山下よしき 新待機児童ゼロ作戦、これ全部否定するわけじゃないんです。だけど、やっぱり保育ママとか定数の弾力化ということで、これ一時的にはそれでいいかもしれませんけど、やっぱり根本は、そんな困難を抱えている子供さんや親御さんに真っ正面から対応しようと思ったら、やっぱり認可保育所を増やすと、質量共に増やすと、これが中心に据わらないと駄目なんじゃないかという点は、認識はおありですか。


舛添厚労相 もちろんそれの方がいいに決まっていますが、今最大の問題は保育士の確保なんです。そして、これは介護士の場合と同じで、待遇は余りよろしくありません、まず第一。

 それから第二に、キャリアのステップアップ、この方向が示されていない、介護士もそうなんですよ。何で途中で辞めるかといったら、これを一生の仕事としていくときに、普通の仕事だと、係長、課長、部長とこうなっていって、子供が大学受験するようになってもちゃんと生活できる。ところが、介護士や保育士はそのステップアップがなっていないので離職率が高くなる。ですから、やはりこういう社会保障、みんなが、大切な介護であるとか子育てであるとかいうことに従事する方の処遇の改善、そして、社会的にみんな尊敬するというか、こんなにいい仕事をしてくださっているという、そういうことが必要だと思います。

 ただ、まさにそれをやろうとすると、先立つものが金だという、財源だということがありますので、これは今のようなことで研修制度を改めたりステップアップの仕組みをつくったり一生懸命やっていますので、建物は造って認可保育所ですよと、だけどちゃんと保育してくれる保育士さんがいないんじゃ、建物だけじゃ動きませんから。ですから、そういう面もありますので、是非保育の質を充実しながら数を増やすために、財源問題も含めて、今後精力的に検討したいと思っております。

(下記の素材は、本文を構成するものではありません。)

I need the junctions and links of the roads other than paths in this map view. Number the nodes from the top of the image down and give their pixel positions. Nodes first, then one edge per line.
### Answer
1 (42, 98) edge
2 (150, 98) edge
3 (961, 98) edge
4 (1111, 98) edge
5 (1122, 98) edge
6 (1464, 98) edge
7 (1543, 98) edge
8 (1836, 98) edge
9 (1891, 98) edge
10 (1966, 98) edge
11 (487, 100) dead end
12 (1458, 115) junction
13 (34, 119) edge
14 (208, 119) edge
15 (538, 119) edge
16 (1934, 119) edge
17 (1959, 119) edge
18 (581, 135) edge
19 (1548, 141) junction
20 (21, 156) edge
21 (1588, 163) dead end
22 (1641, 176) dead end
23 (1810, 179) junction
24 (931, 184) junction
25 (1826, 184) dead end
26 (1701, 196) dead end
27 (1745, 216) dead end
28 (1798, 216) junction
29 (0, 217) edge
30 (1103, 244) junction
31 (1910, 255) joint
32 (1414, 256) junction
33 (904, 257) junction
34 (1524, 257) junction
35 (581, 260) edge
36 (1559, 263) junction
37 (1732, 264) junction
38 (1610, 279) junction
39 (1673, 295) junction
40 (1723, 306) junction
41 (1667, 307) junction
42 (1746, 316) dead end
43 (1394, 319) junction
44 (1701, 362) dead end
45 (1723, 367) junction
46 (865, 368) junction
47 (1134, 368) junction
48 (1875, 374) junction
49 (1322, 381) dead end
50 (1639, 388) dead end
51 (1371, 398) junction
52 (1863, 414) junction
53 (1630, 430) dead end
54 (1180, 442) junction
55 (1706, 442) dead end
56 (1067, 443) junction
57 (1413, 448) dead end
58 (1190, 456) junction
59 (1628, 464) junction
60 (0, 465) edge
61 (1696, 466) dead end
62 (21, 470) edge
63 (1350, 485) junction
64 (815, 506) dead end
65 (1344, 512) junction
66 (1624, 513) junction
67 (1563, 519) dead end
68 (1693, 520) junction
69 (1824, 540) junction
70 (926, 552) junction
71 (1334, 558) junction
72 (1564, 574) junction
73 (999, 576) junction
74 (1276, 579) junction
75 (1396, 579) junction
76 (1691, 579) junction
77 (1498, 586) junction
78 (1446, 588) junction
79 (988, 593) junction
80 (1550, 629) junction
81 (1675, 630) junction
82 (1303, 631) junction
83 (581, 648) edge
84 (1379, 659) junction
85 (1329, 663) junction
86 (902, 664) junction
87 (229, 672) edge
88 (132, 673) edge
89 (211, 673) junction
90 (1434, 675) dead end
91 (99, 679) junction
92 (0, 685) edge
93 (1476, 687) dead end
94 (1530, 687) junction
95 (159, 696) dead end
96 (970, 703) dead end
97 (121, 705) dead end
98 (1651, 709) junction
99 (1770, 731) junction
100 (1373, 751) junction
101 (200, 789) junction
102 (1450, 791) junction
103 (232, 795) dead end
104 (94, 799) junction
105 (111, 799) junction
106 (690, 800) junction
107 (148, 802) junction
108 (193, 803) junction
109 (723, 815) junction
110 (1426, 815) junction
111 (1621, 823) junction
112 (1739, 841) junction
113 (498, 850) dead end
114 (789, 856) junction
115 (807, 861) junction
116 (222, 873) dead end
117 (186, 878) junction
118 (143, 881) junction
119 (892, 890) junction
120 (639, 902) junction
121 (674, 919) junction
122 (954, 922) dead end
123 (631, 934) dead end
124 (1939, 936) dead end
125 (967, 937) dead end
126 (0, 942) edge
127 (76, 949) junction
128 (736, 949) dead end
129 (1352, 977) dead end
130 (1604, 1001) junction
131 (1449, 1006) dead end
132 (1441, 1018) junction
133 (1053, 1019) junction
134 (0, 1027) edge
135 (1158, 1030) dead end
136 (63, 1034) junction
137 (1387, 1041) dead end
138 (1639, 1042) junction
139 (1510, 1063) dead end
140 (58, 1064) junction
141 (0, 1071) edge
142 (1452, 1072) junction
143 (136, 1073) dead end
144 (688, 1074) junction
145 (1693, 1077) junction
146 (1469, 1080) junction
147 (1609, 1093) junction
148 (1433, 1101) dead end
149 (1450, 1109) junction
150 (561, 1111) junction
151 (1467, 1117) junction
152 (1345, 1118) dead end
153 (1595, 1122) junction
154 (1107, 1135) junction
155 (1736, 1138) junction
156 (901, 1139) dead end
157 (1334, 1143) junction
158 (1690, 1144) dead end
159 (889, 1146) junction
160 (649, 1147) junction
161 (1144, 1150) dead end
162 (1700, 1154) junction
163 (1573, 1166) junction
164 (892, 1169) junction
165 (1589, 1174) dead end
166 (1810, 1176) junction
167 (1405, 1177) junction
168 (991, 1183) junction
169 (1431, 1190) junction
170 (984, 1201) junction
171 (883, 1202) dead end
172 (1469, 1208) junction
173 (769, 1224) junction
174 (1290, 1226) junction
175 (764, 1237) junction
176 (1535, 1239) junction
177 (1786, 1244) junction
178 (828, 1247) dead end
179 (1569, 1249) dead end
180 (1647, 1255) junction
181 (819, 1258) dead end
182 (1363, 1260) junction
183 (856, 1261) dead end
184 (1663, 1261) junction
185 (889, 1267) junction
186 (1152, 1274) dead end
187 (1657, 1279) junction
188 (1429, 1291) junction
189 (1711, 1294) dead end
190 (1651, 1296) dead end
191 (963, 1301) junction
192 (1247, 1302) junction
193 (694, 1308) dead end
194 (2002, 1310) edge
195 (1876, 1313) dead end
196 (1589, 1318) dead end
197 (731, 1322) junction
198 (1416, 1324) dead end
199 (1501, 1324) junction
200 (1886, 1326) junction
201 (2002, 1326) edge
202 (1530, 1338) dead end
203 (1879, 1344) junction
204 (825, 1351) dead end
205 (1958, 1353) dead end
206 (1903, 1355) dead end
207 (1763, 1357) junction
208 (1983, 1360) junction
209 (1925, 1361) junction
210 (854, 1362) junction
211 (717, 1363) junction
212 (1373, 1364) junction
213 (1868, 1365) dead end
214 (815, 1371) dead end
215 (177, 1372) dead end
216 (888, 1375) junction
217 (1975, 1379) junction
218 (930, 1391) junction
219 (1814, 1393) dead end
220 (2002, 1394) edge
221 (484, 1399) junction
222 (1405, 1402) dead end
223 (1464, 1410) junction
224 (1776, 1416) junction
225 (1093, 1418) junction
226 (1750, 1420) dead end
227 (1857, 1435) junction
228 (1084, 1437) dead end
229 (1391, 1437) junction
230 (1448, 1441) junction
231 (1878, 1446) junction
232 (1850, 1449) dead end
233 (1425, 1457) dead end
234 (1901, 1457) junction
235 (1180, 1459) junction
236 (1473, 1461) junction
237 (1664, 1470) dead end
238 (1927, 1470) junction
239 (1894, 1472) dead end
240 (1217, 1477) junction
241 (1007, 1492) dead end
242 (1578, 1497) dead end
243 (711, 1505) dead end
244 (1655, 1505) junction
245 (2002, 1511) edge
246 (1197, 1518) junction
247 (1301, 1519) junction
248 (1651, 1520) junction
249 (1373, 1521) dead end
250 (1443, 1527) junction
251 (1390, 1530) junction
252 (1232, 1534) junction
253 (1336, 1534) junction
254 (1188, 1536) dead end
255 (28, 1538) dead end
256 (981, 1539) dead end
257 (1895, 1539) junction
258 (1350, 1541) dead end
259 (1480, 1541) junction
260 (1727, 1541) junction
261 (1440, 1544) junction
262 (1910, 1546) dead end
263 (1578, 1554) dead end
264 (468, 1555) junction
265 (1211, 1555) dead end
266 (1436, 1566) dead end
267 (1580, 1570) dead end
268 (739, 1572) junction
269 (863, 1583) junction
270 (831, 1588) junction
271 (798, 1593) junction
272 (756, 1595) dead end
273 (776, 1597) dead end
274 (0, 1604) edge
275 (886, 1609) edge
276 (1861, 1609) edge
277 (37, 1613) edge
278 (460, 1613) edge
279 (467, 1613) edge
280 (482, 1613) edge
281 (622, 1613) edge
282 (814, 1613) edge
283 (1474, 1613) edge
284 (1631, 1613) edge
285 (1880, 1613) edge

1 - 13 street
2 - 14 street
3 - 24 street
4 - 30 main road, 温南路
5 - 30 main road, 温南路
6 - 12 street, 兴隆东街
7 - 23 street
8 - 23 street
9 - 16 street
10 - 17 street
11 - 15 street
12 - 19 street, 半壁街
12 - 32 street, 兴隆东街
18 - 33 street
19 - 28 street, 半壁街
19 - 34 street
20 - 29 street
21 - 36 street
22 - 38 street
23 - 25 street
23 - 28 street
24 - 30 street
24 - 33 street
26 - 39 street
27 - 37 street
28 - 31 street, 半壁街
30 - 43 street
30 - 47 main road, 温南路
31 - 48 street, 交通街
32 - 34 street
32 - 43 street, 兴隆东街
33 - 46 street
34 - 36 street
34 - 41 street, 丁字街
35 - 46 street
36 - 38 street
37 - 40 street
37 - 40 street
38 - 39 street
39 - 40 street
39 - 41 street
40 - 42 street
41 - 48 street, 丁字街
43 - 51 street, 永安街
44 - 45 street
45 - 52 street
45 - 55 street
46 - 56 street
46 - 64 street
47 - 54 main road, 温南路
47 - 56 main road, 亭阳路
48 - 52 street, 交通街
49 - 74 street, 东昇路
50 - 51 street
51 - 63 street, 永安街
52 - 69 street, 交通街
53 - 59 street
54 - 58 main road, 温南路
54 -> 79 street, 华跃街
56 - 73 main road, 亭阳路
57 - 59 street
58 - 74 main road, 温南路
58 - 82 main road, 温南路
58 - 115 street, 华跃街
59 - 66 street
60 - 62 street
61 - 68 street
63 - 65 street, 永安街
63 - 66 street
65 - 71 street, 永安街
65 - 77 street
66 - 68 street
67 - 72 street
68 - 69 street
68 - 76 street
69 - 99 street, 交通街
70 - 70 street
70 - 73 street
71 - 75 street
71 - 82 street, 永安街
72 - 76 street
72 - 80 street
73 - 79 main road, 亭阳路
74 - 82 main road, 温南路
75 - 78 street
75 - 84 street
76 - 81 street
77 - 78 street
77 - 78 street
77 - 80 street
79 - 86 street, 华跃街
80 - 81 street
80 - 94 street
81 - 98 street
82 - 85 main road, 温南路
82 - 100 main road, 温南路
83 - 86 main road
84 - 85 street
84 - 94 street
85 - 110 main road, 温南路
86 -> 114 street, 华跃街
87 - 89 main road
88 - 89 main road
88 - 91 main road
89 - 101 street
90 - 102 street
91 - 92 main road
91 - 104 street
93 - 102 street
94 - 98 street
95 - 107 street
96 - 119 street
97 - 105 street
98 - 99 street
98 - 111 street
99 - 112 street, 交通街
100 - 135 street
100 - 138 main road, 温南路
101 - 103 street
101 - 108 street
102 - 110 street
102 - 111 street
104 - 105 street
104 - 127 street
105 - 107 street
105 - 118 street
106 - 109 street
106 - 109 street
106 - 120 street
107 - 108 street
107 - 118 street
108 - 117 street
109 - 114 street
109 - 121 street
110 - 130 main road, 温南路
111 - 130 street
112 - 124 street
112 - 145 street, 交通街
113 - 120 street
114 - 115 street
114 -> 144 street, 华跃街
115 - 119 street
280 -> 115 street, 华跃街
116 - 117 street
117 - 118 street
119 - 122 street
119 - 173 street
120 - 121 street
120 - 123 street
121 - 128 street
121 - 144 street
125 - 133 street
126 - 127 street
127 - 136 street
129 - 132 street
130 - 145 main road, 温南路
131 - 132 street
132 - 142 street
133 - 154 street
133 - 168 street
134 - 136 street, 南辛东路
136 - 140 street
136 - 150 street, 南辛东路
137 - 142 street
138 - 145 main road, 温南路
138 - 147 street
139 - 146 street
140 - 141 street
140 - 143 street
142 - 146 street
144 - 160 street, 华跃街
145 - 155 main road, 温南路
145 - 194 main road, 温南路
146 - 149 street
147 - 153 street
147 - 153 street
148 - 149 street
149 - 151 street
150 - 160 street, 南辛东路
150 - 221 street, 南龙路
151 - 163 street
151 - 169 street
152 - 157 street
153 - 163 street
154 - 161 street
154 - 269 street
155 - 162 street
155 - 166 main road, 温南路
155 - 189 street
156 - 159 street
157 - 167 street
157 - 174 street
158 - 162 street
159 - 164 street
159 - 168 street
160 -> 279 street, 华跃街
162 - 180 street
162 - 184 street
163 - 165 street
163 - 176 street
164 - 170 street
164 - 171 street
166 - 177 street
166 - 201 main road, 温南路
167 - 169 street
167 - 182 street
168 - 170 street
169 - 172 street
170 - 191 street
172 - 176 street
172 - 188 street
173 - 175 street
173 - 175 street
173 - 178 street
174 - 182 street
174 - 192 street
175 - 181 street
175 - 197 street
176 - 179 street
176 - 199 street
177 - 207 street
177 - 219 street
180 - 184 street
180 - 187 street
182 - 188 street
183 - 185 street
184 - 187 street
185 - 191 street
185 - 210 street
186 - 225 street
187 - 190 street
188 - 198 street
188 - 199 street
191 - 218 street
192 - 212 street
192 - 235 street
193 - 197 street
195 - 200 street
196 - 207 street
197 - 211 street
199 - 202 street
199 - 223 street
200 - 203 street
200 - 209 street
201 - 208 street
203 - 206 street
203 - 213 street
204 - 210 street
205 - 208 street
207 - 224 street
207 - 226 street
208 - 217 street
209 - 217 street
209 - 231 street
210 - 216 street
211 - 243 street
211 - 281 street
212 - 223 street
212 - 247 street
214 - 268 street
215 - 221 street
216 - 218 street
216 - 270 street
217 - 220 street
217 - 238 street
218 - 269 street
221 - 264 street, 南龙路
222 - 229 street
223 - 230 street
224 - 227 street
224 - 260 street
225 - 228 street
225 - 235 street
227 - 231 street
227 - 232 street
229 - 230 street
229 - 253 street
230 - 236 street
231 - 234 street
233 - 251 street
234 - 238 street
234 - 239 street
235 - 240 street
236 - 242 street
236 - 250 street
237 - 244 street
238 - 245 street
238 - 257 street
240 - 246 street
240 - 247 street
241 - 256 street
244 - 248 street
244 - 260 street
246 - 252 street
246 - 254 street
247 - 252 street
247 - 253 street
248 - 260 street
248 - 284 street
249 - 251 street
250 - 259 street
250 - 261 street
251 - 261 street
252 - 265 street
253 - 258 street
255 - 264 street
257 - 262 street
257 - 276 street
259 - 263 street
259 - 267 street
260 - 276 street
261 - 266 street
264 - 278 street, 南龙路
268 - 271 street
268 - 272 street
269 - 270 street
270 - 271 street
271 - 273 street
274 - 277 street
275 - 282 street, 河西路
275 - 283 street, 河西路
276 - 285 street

山下よしき 保育の質を確保する上で、私、今本当に抜本的に再検討を必要としているのが、国の決めている最低基準、それから保育単価なんですよ。もう時間ありませんから厚労省に端的に答えていただきたいんですが、保育士の配置基準……(発言する者あり)もう大臣だけですか。そうですか。保育士の配置数が、配置基準による必要保育士数が今全国の保育所で幾らか、それに対して実際の保育士の配置数幾らか、どうですか。


舛添厚労相 政府委員おりませんので私がお答えいたしますが、平成十九年十月一日現在で常勤保育士に換算しまして、公営の保育所で十四万一千人、それから私営保育所で約十七万九千人が保育所に勤務している保育士数でございます。現在、保育所に入所している児童について、児童福祉最低基準に基づき配置が必要な保育士数は、平成十九年四月一日現在で常勤保育士で、公営で七万六千人、民営で約十万人というふうになっております。それがお求めの数字でございます。


山下よしき 要するに、実際は国の基準の一・八倍ぐらい保育士を配置しているんですよ。

 それからもう一つ、保育士の賃金、非常に低いですね、さっき言われたように。施設長と保育士の賃金、国の保育単価で、もうこれ私の方で言います。施設長は二十五万三千八百円ですよ。保育士は十九万一千四百円ですよ。これ、とてもじゃないけど、専門性を身に付けた中堅保育士をきちっと配置することは難しいですね。

 私、昨日行ったら吹田の男性保育士から言われました。東大阪でも言われました。寿退社というのが今、男性の保育士で広がっているそうです、とてもじゃないけどこの賃金では結婚できないということで。まあ女性だって駄目ですけど。せっかく男性が保育士の資格取って現場に行ったけれども、結婚できないと。この大本にあるのが、四十年間、年齢によっては六十年間もそのままの配置基準、低過ぎる保育単価ですと。やっぱり実態が合っていないので、これ量質共の充実と言うんだったら、まずここを実態に見合って引き上げるというのがどうしても必要です。これ財源の問題はいろいろあると思いますが、引き上げるということを決意しないと保育の水準確保できないと思いますが、いかがですか。

舛添厚労相 そういう点も含めまして審議会でいろいろ検討していただいていますけれども、先ほど私が申し上げたように、やっぱりキャリアアップ、ステップアップの工程が明確になっていない。要するに、保育士さんというのは、若い女性が保育士やっていて、それで、もうまさに結婚したら退職するみたいなイメージがあるけれども、今はまさに逆で、結婚できないから男の寿退社が起こっている。ですから、保育士を一生の仕事としてやれるようなキャリアアップをする。ところが、相当大きな保育園じゃないと、介護も全く同じですけれども、中小ではなかなかそれができないんですね。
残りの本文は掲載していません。